Omitting the images, transcribe the records below exactly as they stand.

_ _ _ _

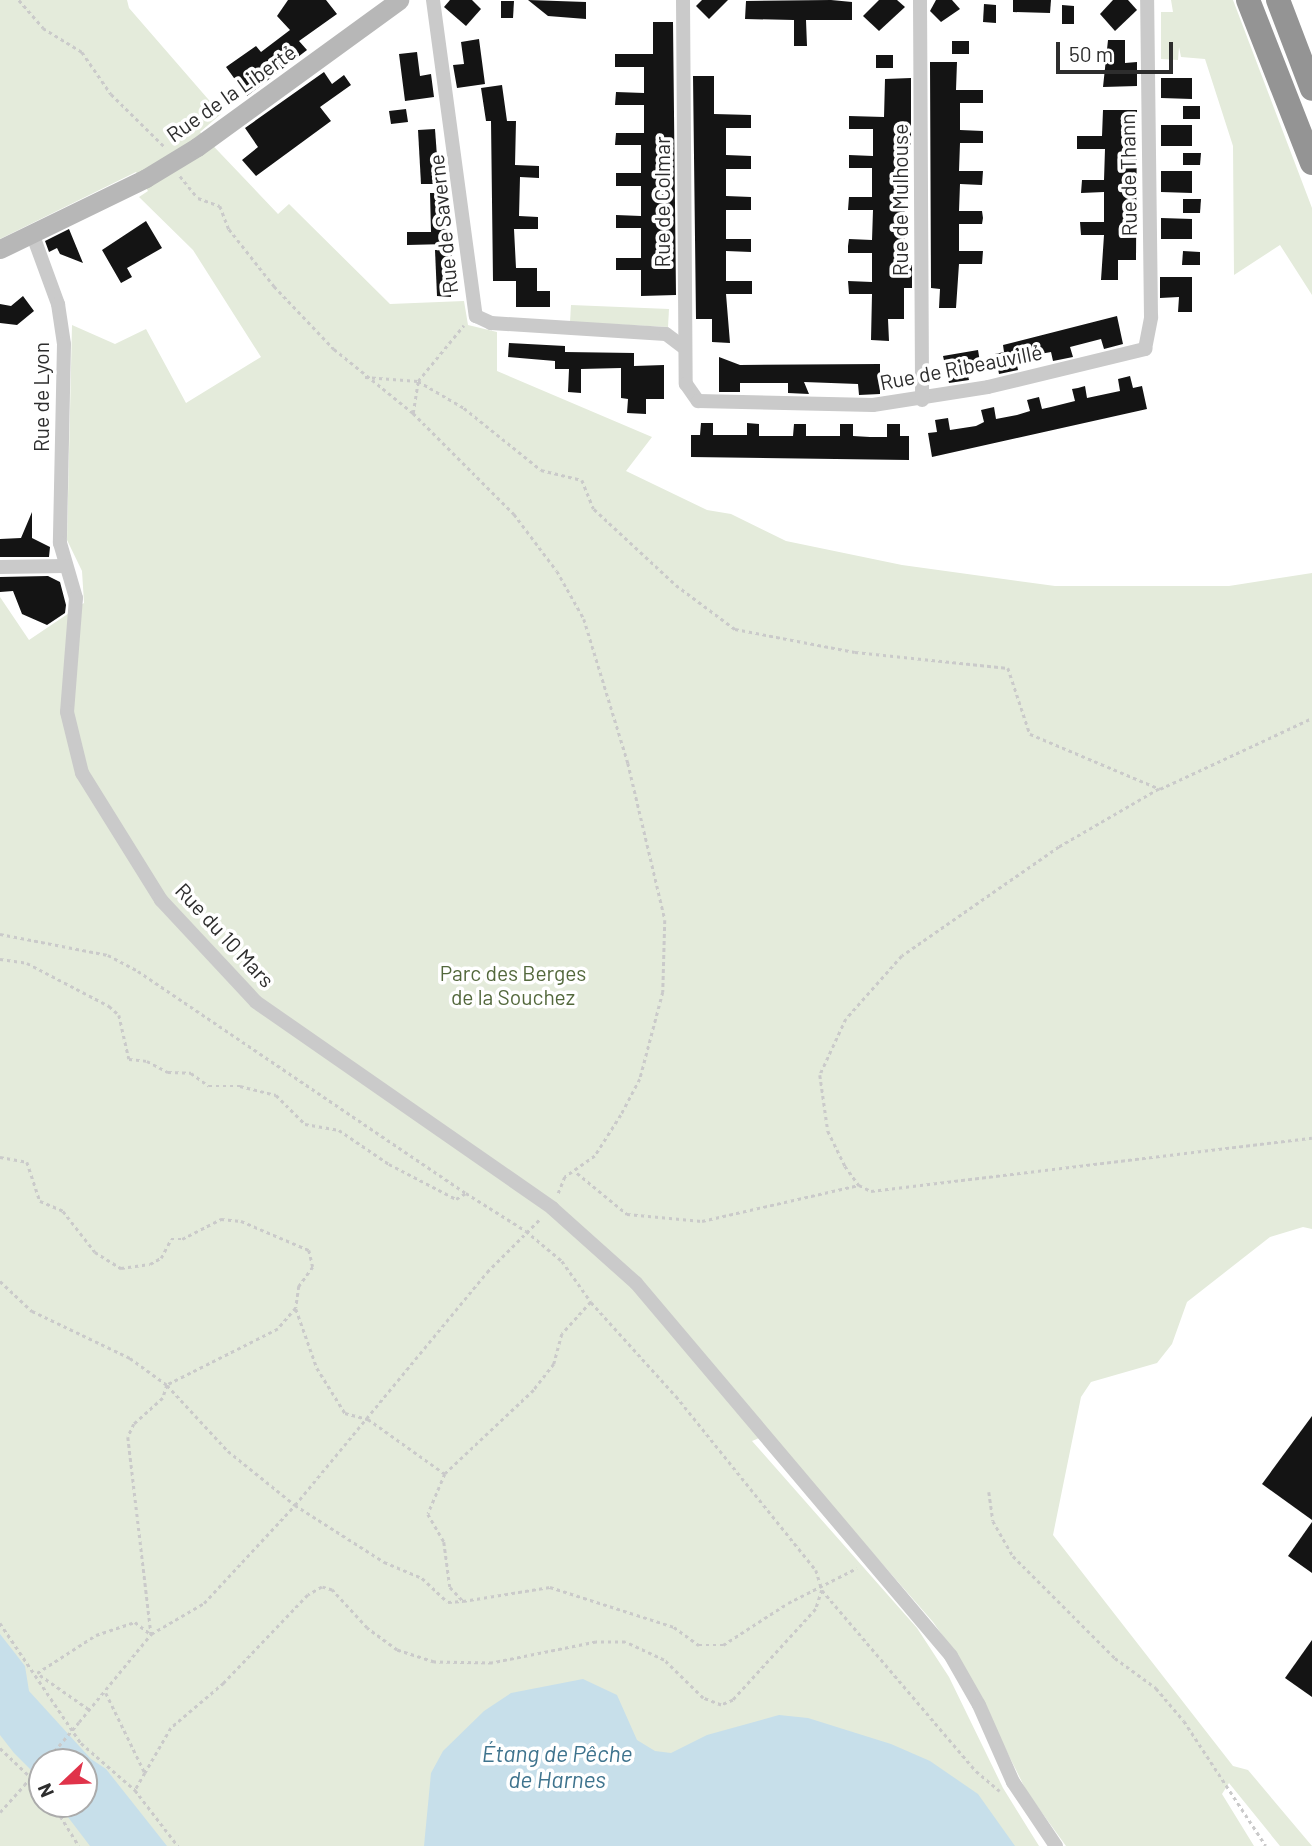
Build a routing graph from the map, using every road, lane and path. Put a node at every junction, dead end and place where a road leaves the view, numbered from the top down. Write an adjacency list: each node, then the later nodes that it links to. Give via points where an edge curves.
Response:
1 (19, 0): 10 (path, via 44,29 82,52 111,94 169,154 175,150)
2 (399, 0): 10 (street, Rue de la Liberté)
3 (433, 0): 14 (street, Rue de Saverne)
4 (683, 0): 15 (street, Rue de Colmar)
5 (920, 0): 19 (street, Rue de Mulhouse)
6 (1147, 0): 16 (street, Rue de Thann, via 1151,327)
7 (1248, 0): 11 (highway)
8 (1278, 0): 9 (highway)
9 (1312, 89)
10 (180, 157): 12 (street, Rue de la Liberté); 17 (path, via 184,165 176,170 198,198 220,206 229,229 274,286)
11 (1312, 163)
12 (32, 233): 13 (street, Rue de la Liberté); 22 (street, Rue de Lyon, via 56,295 64,344 60,543)
13 (0, 249)
14 (477, 316): 15 (street, Rue de Saverne, via 491,323 666,334); 18 (path, via 461,327)
15 (683, 347): 20 (street, Rue de Colmar, via 686,384)
16 (1145, 349): 19 (street, Rue de Ribeauvillé)
17 (365, 377): 18 (path); 21 (path)
18 (418, 381): 21 (path); 25 (path, via 464,408 541,470 582,480 594,509 676,584 736,629 855,652 1008,668 1030,734)
19 (922, 400): 20 (street, Rue de Ribeauvillé, via 873,405)
20 (698, 401)
21 (413, 413): 30 (path, via 514,514 557,571 584,619 628,763 665,920 663,992 640,1079 594,1156)
22 (65, 566): 23 (street); 33 (street, Rue du 10 Mars, via 76,598 66,674 74,745 92,792 161,900 256,1002)
23 (0, 567)
24 (1312, 718): 25 (path)
25 (1160, 789): 31 (path, via 1059,847 902,956 846,1019 820,1075 828,1131)
26 (0, 934): 32 (path, via 108,955 138,971)
27 (0, 959): 32 (path, via 27,963 108,1006 119,1015 129,1059 147,1061 168,1072 191,1073 209,1086 240,1086 275,1095 305,1124 339,1130 389,1164 456,1199)
28 (1312, 1138): 31 (path, via 889,1190 871,1191)
29 (0, 1157): 37 (path, via 26,1162 40,1201 63,1211 94,1252 121,1268 150,1264 161,1258 171,1239 182,1239 221,1219 241,1221 303,1245 313,1267 299,1286)
30 (576, 1172): 31 (path, via 627,1214 702,1221); 33 (path, via 565,1177)
31 (859, 1185)
32 (466, 1193): 34 (path)
33 (552, 1208): 34 (path); 43 (street, Rue du 10 Mars, via 636,1283)
34 (526, 1231): 36 (path, via 562,1261); 39 (path, via 390,1385)
35 (0, 1281): 38 (path, via 32,1311 130,1358)
36 (591, 1302): 40 (path, via 562,1334 554,1364 534,1390); 44 (path, via 676,1396 802,1552 816,1570)
37 (296, 1308): 38 (path, via 278,1329); 39 (path, via 317,1368 345,1413)
38 (167, 1385): 42 (path, via 228,1451); 47 (path, via 163,1398 134,1424 128,1437)
39 (368, 1419): 40 (path); 42 (path)
40 (445, 1474): 45 (path, via 428,1514 444,1542 450,1587)
41 (989, 1492): 63 (path, via 993,1521 1013,1556 1115,1658 1156,1688 1184,1721)
42 (295, 1505): 45 (path, via 384,1562 422,1578 447,1602); 47 (path, via 204,1603)
43 (872, 1559): 44 (path); 57 (street, Rue du 10 Mars, via 951,1656)
44 (822, 1590): 45 (path, via 788,1604 723,1645 699,1645 674,1627 550,1587); 53 (path, via 816,1609 733,1700 721,1705 703,1698 664,1660 625,1642 596,1642 492,1663 434,1662 397,1650 367,1629 332,1590 322,1587 308,1595 224,1683 171,1728); 57 (path, via 976,1771 1005,1796)
45 (463, 1601)
46 (0, 1623): 48 (path)
47 (151, 1634): 48 (path, via 135,1622 96,1635); 49 (path)
48 (37, 1673): 50 (path); 56 (path, via 81,1743)
49 (106, 1693): 50 (path); 53 (path)
50 (90, 1710): 52 (path, bridge)
51 (0, 1748): 54 (path)
52 (57, 1748)
53 (145, 1773): 56 (path)
54 (28, 1775)
55 (28, 1781): 58 (path, bridge)
56 (135, 1790): 61 (path)
57 (1023, 1800): 62 (street, Rue du 10 Mars)
58 (0, 1812)
59 (62, 1818): 60 (path)
60 (79, 1846)
61 (178, 1846)
62 (1056, 1846)
63 (1266, 1846)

_ _ _ _

Answer below —
Build a routing graph from the map, using every road, lane and path. Put a node at every junction, dead end and place where a road leaves the view, numbered from the top down. Write an adjacency list: each node, then the later nodes that it links to. Give via points where an edge curves.
Response:
1 (19, 0): 10 (path, via 44,29 82,52 111,94 169,154 175,150)
2 (399, 0): 10 (street, Rue de la Liberté)
3 (433, 0): 14 (street, Rue de Saverne)
4 (683, 0): 15 (street, Rue de Colmar)
5 (920, 0): 19 (street, Rue de Mulhouse)
6 (1147, 0): 16 (street, Rue de Thann, via 1151,327)
7 (1248, 0): 11 (highway)
8 (1278, 0): 9 (highway)
9 (1312, 89)
10 (180, 157): 12 (street, Rue de la Liberté); 17 (path, via 184,165 176,170 198,198 220,206 229,229 274,286)
11 (1312, 163)
12 (32, 233): 13 (street, Rue de la Liberté); 22 (street, Rue de Lyon, via 56,295 64,344 60,543)
13 (0, 249)
14 (477, 316): 15 (street, Rue de Saverne, via 491,323 666,334); 18 (path, via 461,327)
15 (683, 347): 20 (street, Rue de Colmar, via 686,384)
16 (1145, 349): 19 (street, Rue de Ribeauvillé)
17 (365, 377): 18 (path); 21 (path)
18 (418, 381): 21 (path); 25 (path, via 464,408 541,470 582,480 594,509 676,584 736,629 855,652 1008,668 1030,734)
19 (922, 400): 20 (street, Rue de Ribeauvillé, via 873,405)
20 (698, 401)
21 (413, 413): 30 (path, via 514,514 557,571 584,619 628,763 665,920 663,992 640,1079 594,1156)
22 (65, 566): 23 (street); 33 (street, Rue du 10 Mars, via 76,598 66,674 74,745 92,792 161,900 256,1002)
23 (0, 567)
24 (1312, 718): 25 (path)
25 (1160, 789): 31 (path, via 1059,847 902,956 846,1019 820,1075 828,1131)
26 (0, 934): 32 (path, via 108,955 138,971)
27 (0, 959): 32 (path, via 27,963 108,1006 119,1015 129,1059 147,1061 168,1072 191,1073 209,1086 240,1086 275,1095 305,1124 339,1130 389,1164 456,1199)
28 (1312, 1138): 31 (path, via 889,1190 871,1191)
29 (0, 1157): 37 (path, via 26,1162 40,1201 63,1211 94,1252 121,1268 150,1264 161,1258 171,1239 182,1239 221,1219 241,1221 303,1245 313,1267 299,1286)
30 (576, 1172): 31 (path, via 627,1214 702,1221); 33 (path, via 565,1177)
31 (859, 1185)
32 (466, 1193): 34 (path)
33 (552, 1208): 34 (path); 43 (street, Rue du 10 Mars, via 636,1283)
34 (526, 1231): 36 (path, via 562,1261); 39 (path, via 390,1385)
35 (0, 1281): 38 (path, via 32,1311 130,1358)
36 (591, 1302): 40 (path, via 562,1334 554,1364 534,1390); 44 (path, via 676,1396 802,1552 816,1570)
37 (296, 1308): 38 (path, via 278,1329); 39 (path, via 317,1368 345,1413)
38 (167, 1385): 42 (path, via 228,1451); 47 (path, via 163,1398 134,1424 128,1437)
39 (368, 1419): 40 (path); 42 (path)
40 (445, 1474): 45 (path, via 428,1514 444,1542 450,1587)
41 (989, 1492): 63 (path, via 993,1521 1013,1556 1115,1658 1156,1688 1184,1721)
42 (295, 1505): 45 (path, via 384,1562 422,1578 447,1602); 47 (path, via 204,1603)
43 (872, 1559): 44 (path); 57 (street, Rue du 10 Mars, via 951,1656)
44 (822, 1590): 45 (path, via 788,1604 723,1645 699,1645 674,1627 550,1587); 53 (path, via 816,1609 733,1700 721,1705 703,1698 664,1660 625,1642 596,1642 492,1663 434,1662 397,1650 367,1629 332,1590 322,1587 308,1595 224,1683 171,1728); 57 (path, via 976,1771 1005,1796)
45 (463, 1601)
46 (0, 1623): 48 (path)
47 (151, 1634): 48 (path, via 135,1622 96,1635); 49 (path)
48 (37, 1673): 50 (path); 56 (path, via 81,1743)
49 (106, 1693): 50 (path); 53 (path)
50 (90, 1710): 52 (path, bridge)
51 (0, 1748): 54 (path)
52 (57, 1748)
53 (145, 1773): 56 (path)
54 (28, 1775)
55 (28, 1781): 58 (path, bridge)
56 (135, 1790): 61 (path)
57 (1023, 1800): 62 (street, Rue du 10 Mars)
58 (0, 1812)
59 (62, 1818): 60 (path)
60 (79, 1846)
61 (178, 1846)
62 (1056, 1846)
63 (1266, 1846)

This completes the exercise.